Life Hacks

Someone must fly the plane

When I want excitement, I walk to the corner store without my phone. It felt strange and wrong to leave the house like this, with just my wallet and keys, like I’d forgotten to put on underwear.

Although I didn’t have a mobile phone for the first half of my life, I always felt unsafe without it for ten minutes. If I needed to make a phone call in an emergency or other situation—or, more likely, if I wanted to ignore my surroundings and check email while waiting in line—I would be completely helpless.

This uneasy, dazed feeling is not caused by not calling for a few minutes. This is what it feels like to rebel against powerful habits. After all, the more often I do it, the weaker the feeling gets.

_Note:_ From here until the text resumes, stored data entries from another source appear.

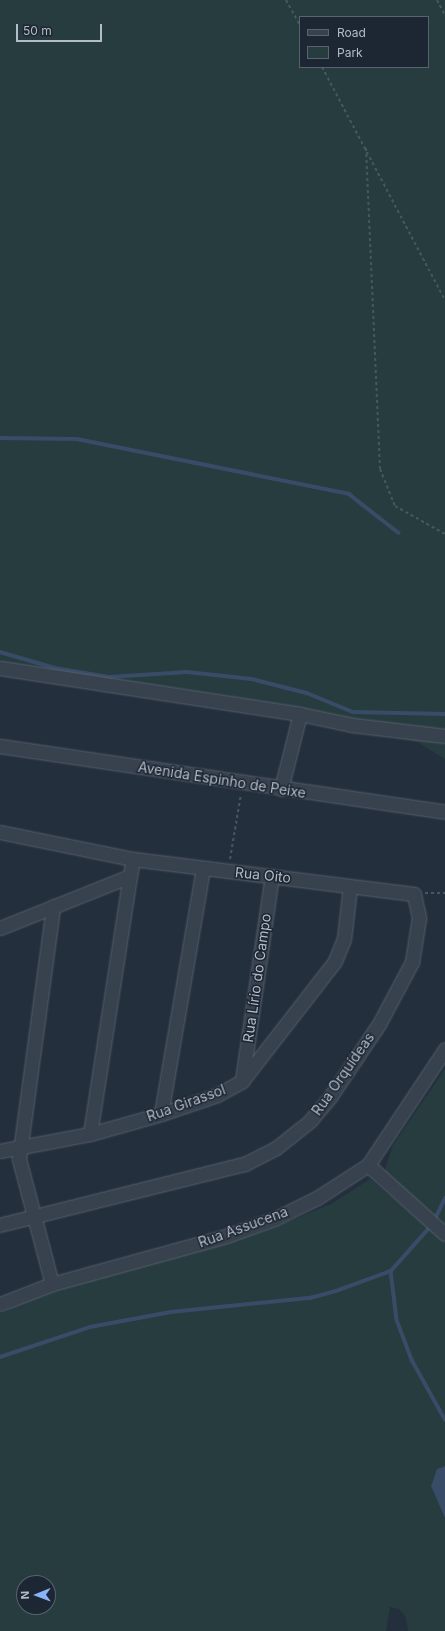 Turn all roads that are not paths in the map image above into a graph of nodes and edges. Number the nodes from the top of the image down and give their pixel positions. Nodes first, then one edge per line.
1 (0, 668) edge
2 (300, 714) junction
3 (445, 736) edge
4 (0, 746) edge
5 (281, 789) junction
6 (445, 812) edge
7 (0, 832) edge
8 (132, 859) junction
9 (203, 869) junction
10 (130, 876) junction
11 (272, 876) junction
12 (350, 887) junction
13 (414, 894) joint
14 (54, 906) junction
15 (0, 928) edge
16 (445, 1049) edge
17 (242, 1081) junction
18 (161, 1114) junction
19 (90, 1134) junction
20 (20, 1146) junction
21 (0, 1151) edge
22 (368, 1165) junction
23 (34, 1214) junction
24 (0, 1225) edge
25 (445, 1234) edge
26 (52, 1284) junction
27 (0, 1304) edge

1 - 2 street
2 - 3 street
2 - 5 street
4 - 5 street, Avenida Espinho de Peixe
5 - 6 street, Avenida Espinho de Peixe
7 - 8 street, Rua Oito
8 - 9 street, Rua Oito
8 - 10 street
9 - 11 street, Rua Oito
9 - 18 street
10 - 14 street
10 - 19 street
11 - 12 street, Rua Oito
11 - 17 street, Rua Lírio do Campo
12 - 13 street, Rua Oito
12 - 17 street, Rua Girassol
13 - 23 street, Rua Orquídeas
14 - 15 street
14 - 20 street
16 - 22 street, Rua Assucena
17 - 18 street, Rua Girassol
18 - 19 street, Rua Girassol
19 - 20 street, Rua Girassol
20 - 21 street, Rua Girassol
20 - 23 street
22 - 25 street
22 - 26 street, Rua Assucena
23 - 24 street, Rua Orquídeas
23 - 26 street
26 - 27 street, Rua Assucena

The mind just doesn’t want you to deviate from your habits, good or bad. “You can’t do this to me!” it yells as you place your phone on the kitchen table and lock the door. “We have a deal!”

The mind is wrong about this. You can do something that feels weird and it will quickly make it feel less weird.

It feels weird because you’re turning off an autopilot that’s been running for so long. When you always do something a certain way, your entire life is formed around that particular way, even your body movements and thoughts. When your friend goes to the bathroom, your hand moves to your phone and you start scrolling through memes or sports scores. In this zombie ritual, mind and body come together to find novelty and likeness, for the millionth time.

There are no decisions, no controls, no driving. The system is executing its programmed routine, the destination is whatever it is.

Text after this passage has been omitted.